This used to be true, but as fabrication shrinks first you move to quasi FSMs (like the PIO blocks) and eventually mini processors since those are smaller than the dedicated units of the previous generation. When you get the design a bit wrong you end up with the esp32 where the lack of general computation in peripherals radically bumps memory requirements and so the power usage.

This trend also occurs in GPUs where functionality eventually gets merged into more uniform blocks to make room for newly conceived specialist units that have become viable.

awjlogan · on Dec 26, 2024

No, still true - you’re never going to beat the determinism, size, and power of a few flops and some logic to drive a common interface directly compared to a full core with architectural state and memory. E.g., just to enter an interrupt is 10-15 odd cycles, a memory access or two to set a pin, and then 10-15 cycles again to restore and exit.

Additionally, micros have to be much robust electrically than a cutting edge (or even 14 nm) CPU/GPU and available for extended (decade) timespans so the economics driving the shrink are different.

Small, fast cores have eaten the lunch of e.g. large dedicated DSP blocks for sure but those are niche cases where the volume is low so eventually the hardware cost and cost to develop on weird architectures costs more than running a general purpose core.

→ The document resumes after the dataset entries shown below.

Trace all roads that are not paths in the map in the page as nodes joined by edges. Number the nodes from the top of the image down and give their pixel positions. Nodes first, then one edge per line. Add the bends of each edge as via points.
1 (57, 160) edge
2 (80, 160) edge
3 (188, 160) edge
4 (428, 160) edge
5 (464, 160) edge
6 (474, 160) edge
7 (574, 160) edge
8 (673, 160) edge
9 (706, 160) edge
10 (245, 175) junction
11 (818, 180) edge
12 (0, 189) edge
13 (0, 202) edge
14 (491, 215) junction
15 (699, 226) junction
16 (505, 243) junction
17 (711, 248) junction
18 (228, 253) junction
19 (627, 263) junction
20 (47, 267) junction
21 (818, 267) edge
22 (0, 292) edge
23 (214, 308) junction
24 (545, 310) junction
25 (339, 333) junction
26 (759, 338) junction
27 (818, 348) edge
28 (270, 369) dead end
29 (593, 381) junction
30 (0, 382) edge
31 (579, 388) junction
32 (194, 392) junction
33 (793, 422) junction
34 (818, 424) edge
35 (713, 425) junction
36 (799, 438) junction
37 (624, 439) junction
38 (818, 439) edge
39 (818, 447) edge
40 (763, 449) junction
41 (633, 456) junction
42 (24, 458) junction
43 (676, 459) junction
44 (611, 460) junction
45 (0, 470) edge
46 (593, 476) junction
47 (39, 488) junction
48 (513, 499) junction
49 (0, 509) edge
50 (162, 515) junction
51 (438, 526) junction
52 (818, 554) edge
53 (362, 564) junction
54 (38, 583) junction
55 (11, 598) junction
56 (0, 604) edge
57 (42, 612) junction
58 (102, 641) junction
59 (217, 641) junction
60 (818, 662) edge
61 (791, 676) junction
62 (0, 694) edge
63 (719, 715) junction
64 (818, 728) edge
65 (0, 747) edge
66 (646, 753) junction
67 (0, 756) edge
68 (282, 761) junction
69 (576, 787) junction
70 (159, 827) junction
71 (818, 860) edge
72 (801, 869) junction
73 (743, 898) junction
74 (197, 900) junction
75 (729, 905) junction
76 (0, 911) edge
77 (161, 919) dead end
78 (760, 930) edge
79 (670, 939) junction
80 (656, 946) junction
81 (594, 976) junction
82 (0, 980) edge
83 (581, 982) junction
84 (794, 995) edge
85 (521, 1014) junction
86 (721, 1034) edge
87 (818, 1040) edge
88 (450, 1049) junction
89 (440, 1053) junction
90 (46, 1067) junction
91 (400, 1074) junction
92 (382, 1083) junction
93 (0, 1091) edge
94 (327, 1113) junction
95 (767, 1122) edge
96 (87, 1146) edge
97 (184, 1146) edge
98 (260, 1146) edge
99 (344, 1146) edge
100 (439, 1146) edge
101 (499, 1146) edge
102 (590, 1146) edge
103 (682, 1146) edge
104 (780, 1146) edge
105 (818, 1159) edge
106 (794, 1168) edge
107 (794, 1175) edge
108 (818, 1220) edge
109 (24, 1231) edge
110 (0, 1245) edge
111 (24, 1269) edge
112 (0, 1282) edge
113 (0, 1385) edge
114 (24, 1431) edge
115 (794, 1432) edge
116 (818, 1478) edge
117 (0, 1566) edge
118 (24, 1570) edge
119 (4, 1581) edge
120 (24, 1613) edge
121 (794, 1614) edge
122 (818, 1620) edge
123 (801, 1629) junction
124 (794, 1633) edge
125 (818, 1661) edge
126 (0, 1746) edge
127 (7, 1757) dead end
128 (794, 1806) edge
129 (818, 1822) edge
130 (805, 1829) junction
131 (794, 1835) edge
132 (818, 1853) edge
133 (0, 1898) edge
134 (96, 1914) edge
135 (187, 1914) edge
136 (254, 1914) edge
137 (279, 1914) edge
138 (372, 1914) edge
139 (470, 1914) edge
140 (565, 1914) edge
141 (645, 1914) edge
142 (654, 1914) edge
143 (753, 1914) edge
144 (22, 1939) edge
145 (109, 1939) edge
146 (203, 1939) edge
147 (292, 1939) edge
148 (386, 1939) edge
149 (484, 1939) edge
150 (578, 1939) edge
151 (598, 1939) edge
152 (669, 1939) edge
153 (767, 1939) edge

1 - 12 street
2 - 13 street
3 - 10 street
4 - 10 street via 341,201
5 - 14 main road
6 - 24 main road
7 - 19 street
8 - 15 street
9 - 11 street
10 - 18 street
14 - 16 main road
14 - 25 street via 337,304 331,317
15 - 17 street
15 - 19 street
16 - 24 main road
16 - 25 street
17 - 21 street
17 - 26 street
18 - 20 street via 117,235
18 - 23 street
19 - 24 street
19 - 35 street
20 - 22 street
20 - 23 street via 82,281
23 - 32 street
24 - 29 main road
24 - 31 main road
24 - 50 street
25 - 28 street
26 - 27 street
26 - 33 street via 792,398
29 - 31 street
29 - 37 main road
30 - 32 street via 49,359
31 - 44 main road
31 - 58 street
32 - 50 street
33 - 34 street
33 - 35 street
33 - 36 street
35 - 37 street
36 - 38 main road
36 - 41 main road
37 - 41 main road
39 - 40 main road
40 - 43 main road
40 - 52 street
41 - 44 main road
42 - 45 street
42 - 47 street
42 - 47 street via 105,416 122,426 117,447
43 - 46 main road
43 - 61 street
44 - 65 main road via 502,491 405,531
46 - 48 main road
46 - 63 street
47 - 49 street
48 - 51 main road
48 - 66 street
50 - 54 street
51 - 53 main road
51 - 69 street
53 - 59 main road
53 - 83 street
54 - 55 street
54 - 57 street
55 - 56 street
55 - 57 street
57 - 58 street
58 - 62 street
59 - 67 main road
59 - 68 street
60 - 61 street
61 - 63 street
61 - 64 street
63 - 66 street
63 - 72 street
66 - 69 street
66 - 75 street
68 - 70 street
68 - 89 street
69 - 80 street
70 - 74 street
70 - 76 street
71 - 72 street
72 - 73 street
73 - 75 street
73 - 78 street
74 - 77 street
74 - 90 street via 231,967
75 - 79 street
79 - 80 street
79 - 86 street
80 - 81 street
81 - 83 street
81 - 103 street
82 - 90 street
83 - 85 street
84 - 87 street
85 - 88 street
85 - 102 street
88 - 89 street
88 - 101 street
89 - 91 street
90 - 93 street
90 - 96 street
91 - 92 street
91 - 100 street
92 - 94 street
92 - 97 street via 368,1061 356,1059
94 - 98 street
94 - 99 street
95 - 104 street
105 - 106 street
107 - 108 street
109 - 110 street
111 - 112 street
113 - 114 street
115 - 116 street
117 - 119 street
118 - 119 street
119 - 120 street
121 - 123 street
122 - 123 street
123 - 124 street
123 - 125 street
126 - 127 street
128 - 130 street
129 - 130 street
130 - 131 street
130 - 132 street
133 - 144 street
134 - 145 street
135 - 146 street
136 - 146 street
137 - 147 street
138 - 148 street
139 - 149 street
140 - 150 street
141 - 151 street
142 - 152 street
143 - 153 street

fidotron · on Dec 26, 2024

> No, still true - you’re never going to beat the determinism, size, and power of a few flops and some logic to drive a common interface directly compared to a full core with architectural state and memory.

But you must know what you intend to do when designing the MCU, and history shows (and some of the questioning here also shows) that this isn’t the case. As you point out expected lifespans are long, so what is a designer to do?

The ESP32 case is interesting because it comes so close, to the point I believe the RMT peripheral probably partly inspired the PIO, thanks to how widely it has been used for other things and how it breaks.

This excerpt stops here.